La omnipotencia del Estado y la corrupción

«La dictadura boliviana decidió quienes se volvían ricos y quienes se tenían que arruinar»

El gran patriota argentino, Juan Bautista Alberdi, en su ensayo: La omnipotencia del Estado, expuso la gran paradoja de nuestros países, pues, después de romper con España, los ciudadanos de este lado del mundo acabamos de esclavos de nuestros gobiernos nacionales. Además, Alberdi, adelantado con casi un siglo a varios premios nobel de economía, entendió que la riqueza de un país no está en la extensión de su territorio, menos en los recursos naturales, sino en las instituciones políticas que le permiten al hombre ser libre de pensar, creer, producir y comerciar.

Por su parte, John Mukun Mbaku, profesor de Ciencias Políticas en varios países de África, explica que la omnipotencia del Estado genera los incentivos perversos para la corrupción. Es decir, que la cantidad de corruptos, el monto de las coimas y los índices de corrupción son solamente termómetros de un problema mayor. Veamos en perspectiva, si una alcaldía tiene dos presupuestos para un puente, uno de Bs. 100 mil y el otro de Bs. 10 millones, ¿dónde están más tentadas a terciar las empresas constructoras, a la opción 1 o la opción 2? Obviamente, la opción dos. Ahora imagine el caso de un aparato burocrático cuyo presupuesto es infinito.

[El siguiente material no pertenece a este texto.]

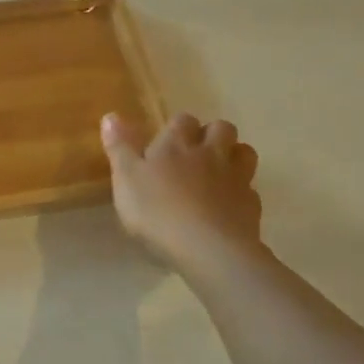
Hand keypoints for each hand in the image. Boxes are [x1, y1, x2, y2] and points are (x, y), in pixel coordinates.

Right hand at [101, 112, 263, 275]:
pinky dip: (240, 192)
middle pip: (221, 128)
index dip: (176, 127)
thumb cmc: (157, 211)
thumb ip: (119, 147)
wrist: (207, 248)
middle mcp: (210, 153)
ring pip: (244, 152)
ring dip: (233, 155)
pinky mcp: (251, 204)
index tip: (165, 142)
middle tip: (195, 153)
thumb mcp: (125, 179)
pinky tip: (226, 206)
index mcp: (176, 144)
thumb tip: (111, 115)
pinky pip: (250, 189)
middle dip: (210, 134)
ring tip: (217, 172)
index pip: (182, 120)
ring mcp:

De hecho, los monopolios, en contra corriente a las enseñanzas de las facultades de Ciencias Económicas, no son el resultado del capitalismo, sino la consecuencia de los acuerdos entre Estados enormes y empresarios de bajos indicadores morales. En 1912, Ludwig von Mises, en «Teoría del dinero y del crédito», tomó como ejemplo a las empresas productoras de material bélico para explicar cómo ciertos grupos corporativos ganan con la inflación:

  • «Si, por ejemplo, se efectúa una emisión de papel moneda en tiempo de guerra, los nuevos billetes irán primeramente a los bolsillos de los proveedores de material bélico. Como resultado, las demandas de ciertos artículos por parte de estas personas aumentarán, así como su venta y precio, especialmente en tanto son artículos suntuarios. De este modo mejorará la situación de los productores de estos artículos; su demanda de otras mercancías también aumentará, continuándose de esta suerte el aumento de precios y ventas, distribuyéndose entre un número de artículos que aumenta continuamente, hasta que al fin alcanza a todos ellos. En este caso, hay algunos que ganan y otros que pierden con la inflación. Básicamente, los ganadores son aquellos que reciben el dinero fresco a un nivel de precios inferior».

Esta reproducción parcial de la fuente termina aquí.